■ **Activity**:
The records sit below. Return every line in them that holds the word "Nodes".
Task inputs START
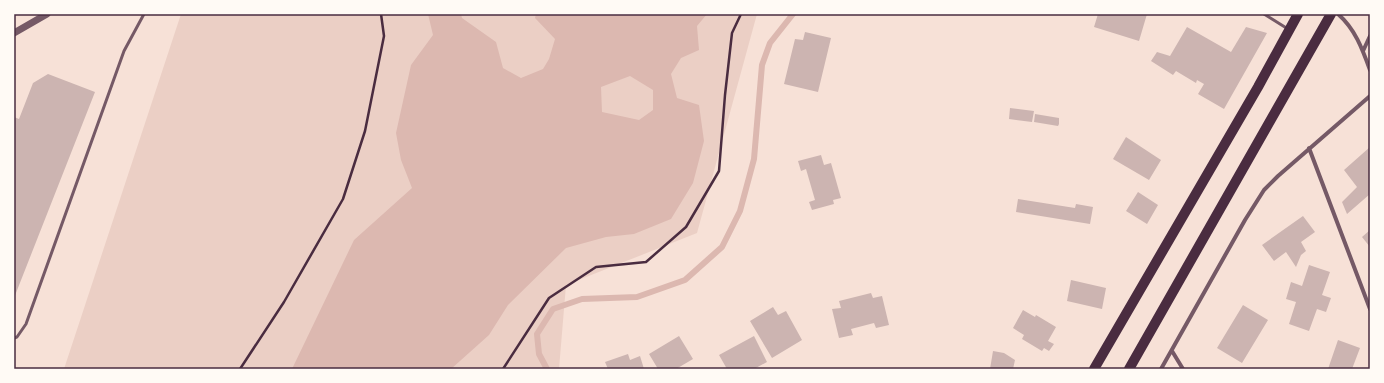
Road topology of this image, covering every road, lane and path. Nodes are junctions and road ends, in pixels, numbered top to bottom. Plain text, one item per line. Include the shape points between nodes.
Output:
1 (47, 14) edge
2 (144, 14) edge
3 (381, 14) edge
4 (741, 14) edge
5 (1264, 14) edge
6 (1298, 14) edge
7 (1331, 14) edge
8 (1338, 14) edge
9 (1290, 30) junction
10 (14, 33) edge
11 (1370, 36) edge
12 (1363, 52) junction
13 (1370, 70) edge
14 (1370, 96) edge
15 (1309, 148) junction
16 (1370, 309) edge
17 (14, 338) edge
18 (1172, 351) junction
19 (240, 369) edge
20 (503, 369) edge
21 (1094, 369) edge
22 (1129, 369) edge
23 (1161, 369) edge
24 (1183, 369) edge

1 - 10 street
2 - 17 lane via 124,51 26,324
3 - 19 path via 384,36 365,131 343,199 284,302
4 - 20 path via 732,33 719,171 686,227 646,262 596,267 549,298
5 - 9 lane
6 - 9 main road
7 - 22 main road
8 - 12 street via 1351,27
9 - 21 main road
11 - 12 street
12 - 13 street
14 - 15 street
15 - 16 street
15 - 18 street via 1264,190
18 - 23 street
18 - 24 street

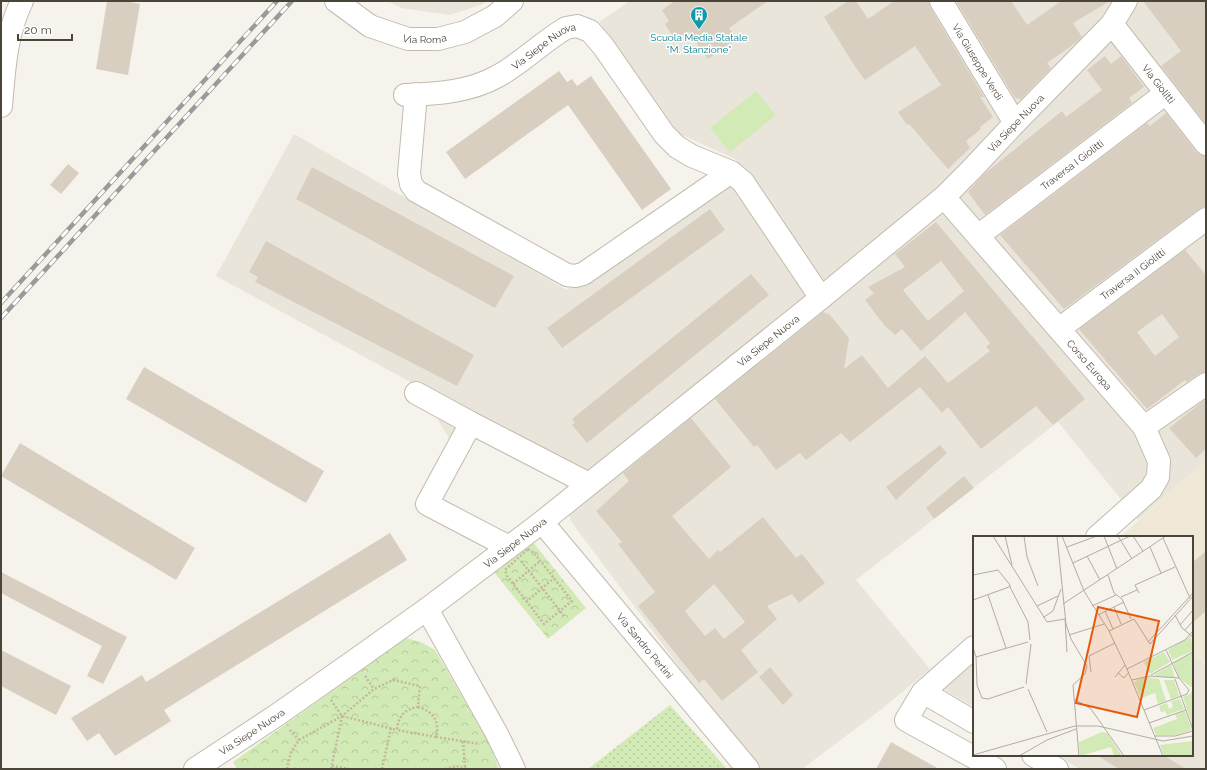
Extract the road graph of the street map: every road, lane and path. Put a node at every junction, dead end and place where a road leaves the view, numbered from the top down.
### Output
1 (14, 1) edge
2 (22, 1) edge
3 (512, 1) edge
4 (941, 1) edge
5 (1126, 1) edge
6 (339, 3) edge
7 (1112, 24) junction
8 (7, 31) edge
9 (1166, 93) junction
10 (1, 106) edge
11 (1015, 123) junction
12 (1206, 144) edge
13 (731, 172) junction
14 (944, 197) junction
15 (1206, 219) edge
16 (978, 236) junction
17 (821, 298) junction
18 (1059, 329) junction
19 (1206, 384) edge
20 (416, 393) dead end
21 (471, 424) junction
22 (1144, 427) junction
23 (589, 484) junction
24 (542, 522) junction
25 (1098, 536) edge
26 (514, 552) junction
27 (540, 561) junction
28 (529, 571) junction
29 (554, 578) junction
30 (513, 584) junction
31 (542, 588) junction
32 (526, 602) junction
33 (427, 609) junction
34 (560, 611) junction
35 (564, 616) dead end
36 (973, 648) edge
37 (922, 692) junction
38 (418, 707) junction
39 (342, 716) junction
40 (973, 721) edge
41 (391, 728) junction
42 (397, 730) junction
43 (497, 734) junction
44 (436, 737) junction
45 (463, 741) junction
46 (1035, 756) edge
47 (332, 767) edge
48 (464, 767) junction
49 (195, 769) edge
50 (287, 769) edge
51 (350, 769) edge
52 (382, 769) edge
53 (445, 769) edge
54 (468, 769) edge
55 (514, 769) edge
56 (748, 769) edge
57 (995, 769) edge
58 (1057, 769) edge

1 - 8 street
2 - 8 street
3 - 6 street, Via Roma
4 - 11 street, Via Giuseppe Verdi
5 - 7 street, Via Siepe Nuova
7 - 9 street, Via Giolitti
7 - 11 street, Via Siepe Nuova
8 - 10 street
9 - 12 street, Via Giolitti
9 - 16 street, Traversa I Giolitti
11 - 14 street, Via Siepe Nuova
13 - 13 street, Via Siepe Nuova
13 - 17 street, Via Siepe Nuova
14 - 16 street, Corso Europa
14 - 17 street, Via Siepe Nuova
15 - 18 street, Traversa II Giolitti
16 - 18 street, Corso Europa
17 - 23 street, Via Siepe Nuova
18 - 22 street, Corso Europa
19 - 22 street
20 - 21 street
21 - 23 street
21 - 26 street
22 - 25 street, Corso Europa
23 - 24 street, Via Siepe Nuova
24 - 26 street, Via Siepe Nuova
24 - 56 street, Via Sandro Pertini
26 - 27 path
26 - 28 path
26 - 30 path
26 - 33 street, Via Siepe Nuova
27 - 28 path
27 - 29 path
28 - 30 path
28 - 31 path
29 - 31 path
29 - 34 path
30 - 32 path
31 - 32 path
31 - 34 path
32 - 34 path
33 - 43 street
33 - 49 street, Via Siepe Nuova
34 - 35 path
36 - 37 street
37 - 40 street
37 - 57 street
38 - 39 path
38 - 42 path
38 - 44 path
39 - 41 path
39 - 47 path
39 - 50 path
41 - 42 path
41 - 52 path
42 - 44 path
43 - 45 path
43 - 55 street
44 - 45 path
45 - 48 path
46 - 58 street
47 - 51 path
48 - 53 path
48 - 54 path

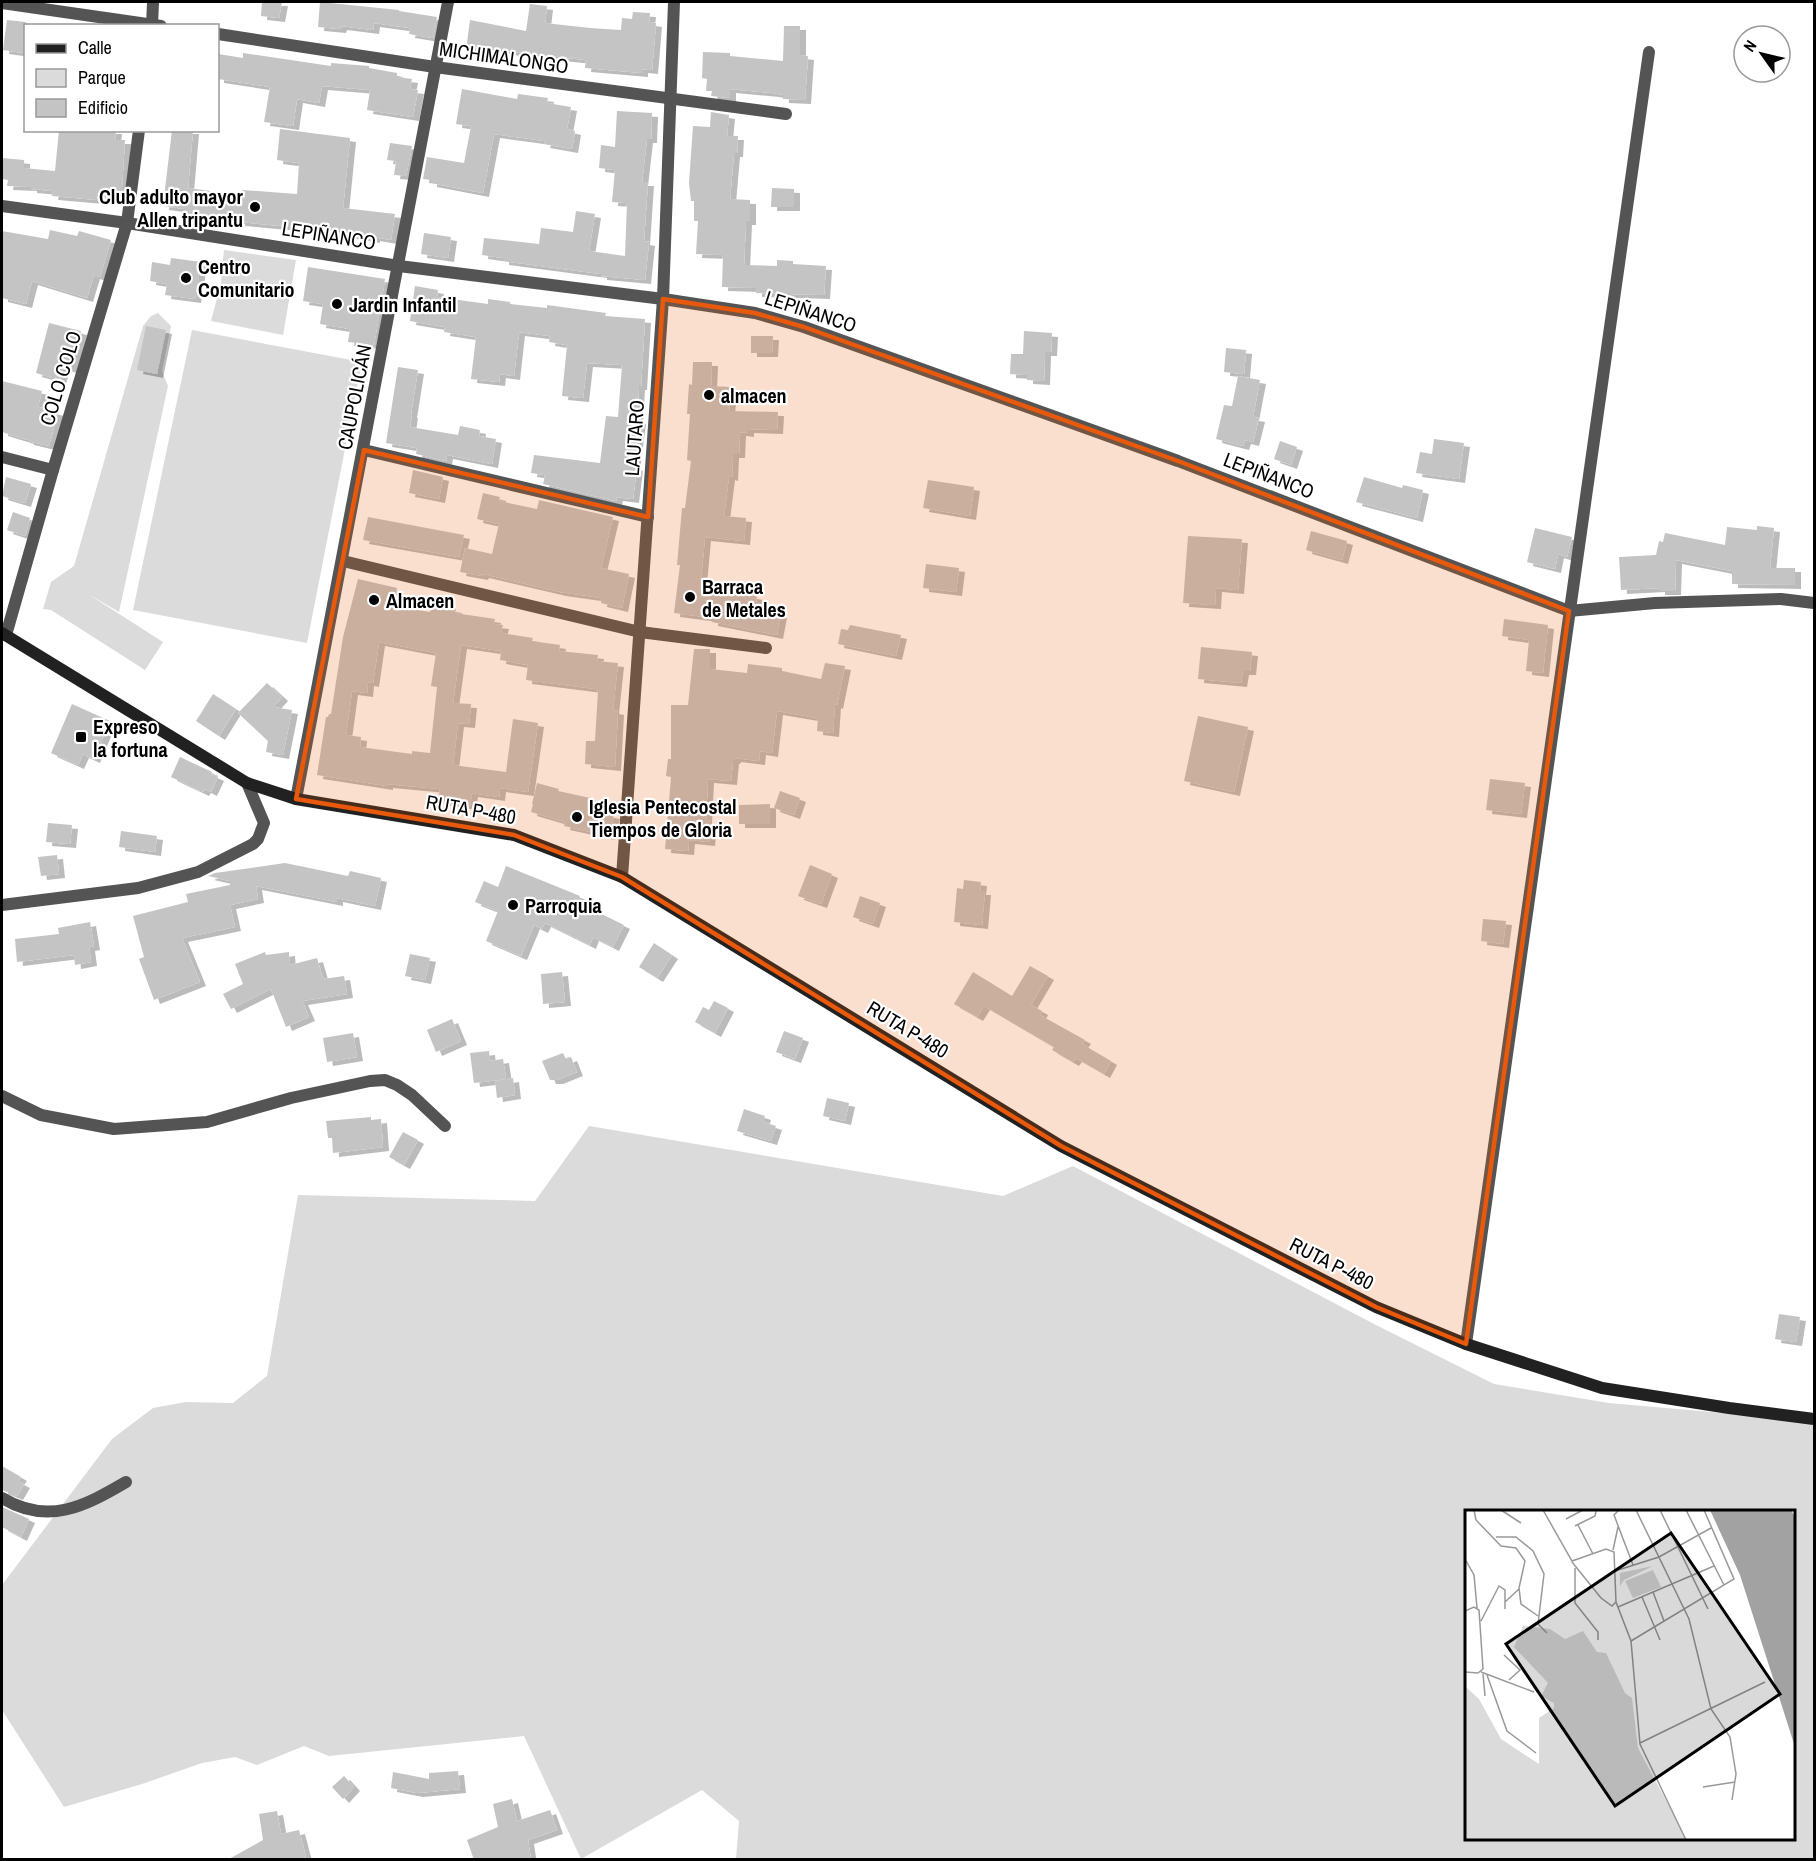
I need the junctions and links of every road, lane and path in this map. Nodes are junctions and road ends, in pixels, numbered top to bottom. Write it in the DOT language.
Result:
graph roads {
  1 [pos="153,2"];
  2 [pos="448,2"];
  3 [pos="674,2"];
  4 [pos="2,3"];
  5 [pos="148,24"];
  6 [pos="155,24"];
  7 [pos="219,34"];
  8 [pos="1649,52"];
  9 [pos="435,67"];
  10 [pos="669,99"];
  11 [pos="786,114"];
  12 [pos="139,132"];
  13 [pos="2,206"];
  14 [pos="127,223"];
  15 [pos="399,266"];
  16 [pos="663,299"];
  17 [pos="364,450"];
  18 [pos="2,457"];
  19 [pos="53,470"];
  20 [pos="648,517"];
  21 [pos="343,561"];
  22 [pos="1815,603"];
  23 [pos="1569,611"];
  24 [pos="640,632"];
  25 [pos="4,634"];
  26 [pos="766,648"];
  27 [pos="247,783"];
  28 [pos="296,799"];
  29 [pos="622,877"];
  30 [pos="2,905"];
  31 [pos="2,1096"];
  32 [pos="445,1126"];
  33 [pos="1466,1344"];
  34 [pos="1815,1419"];
  35 [pos="126,1482"];
  36 [pos="2,1498"];
  1 -- 6 [label="street"];
  2 -- 9 [label="street, CAUPOLICÁN"];
  3 -- 10 [label="street, LAUTARO"];
  4 -- 5 [label="street"];
  7 -- 9 [label="street, MICHIMALONGO"];
  8 -- 23 [label="street"];
  9 -- 10 [label="street, MICHIMALONGO"];
  9 -- 15 [label="street, CAUPOLICÁN"];
  10 -- 11 [label="street, MICHIMALONGO"];
  10 -- 16 [label="street, LAUTARO"];
  12 -- 14 [label="street, COLO COLO"];
  13 -- 14 [label="street, LEPIÑANCO"];
  14 -- 15 [label="street, LEPIÑANCO"];
  14 -- 19 [label="street, COLO COLO"];
  15 -- 16 [label="street, LEPIÑANCO"];
  15 -- 17 [label="street, CAUPOLICÁN"];
  16 -- 20 [label="street, LAUTARO"];
  16 -- 23 [label="street, LEPIÑANCO"];
  17 -- 20 [label="street"];
  17 -- 21 [label="street, CAUPOLICÁN"];
  18 -- 19 [label="street"];
  19 -- 25 [label="street, COLO COLO"];
  20 -- 24 [label="street, LAUTARO"];
  21 -- 24 [label="street"];
  21 -- 28 [label="street, CAUPOLICÁN"];
  22 -- 23 [label="street"];
  23 -- 33 [label="street"];
  24 -- 26 [label="street"];
  24 -- 29 [label="street, LAUTARO"];
  25 -- 27 [label="street, RUTA P-480"];
  27 -- 28 [label="street, RUTA P-480"];
  27 -- 30 [label="street"];
  28 -- 29 [label="street, RUTA P-480"];
  29 -- 33 [label="street, RUTA P-480"];
  31 -- 32 [label="street"];
  33 -- 34 [label="street, RUTA P-480"];
  35 -- 36 [label="street"];
}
Task inputs END
■ **Result below**:
Road topology of this image, covering every road, lane and path. Nodes are junctions and road ends, in pixels, numbered top to bottom. Plain text, one item per line. Include the shape points between nodes.
I need the junctions and links of every road, lane and path in this map. Nodes are junctions and road ends, in pixels, numbered top to bottom. Write it in the DOT language.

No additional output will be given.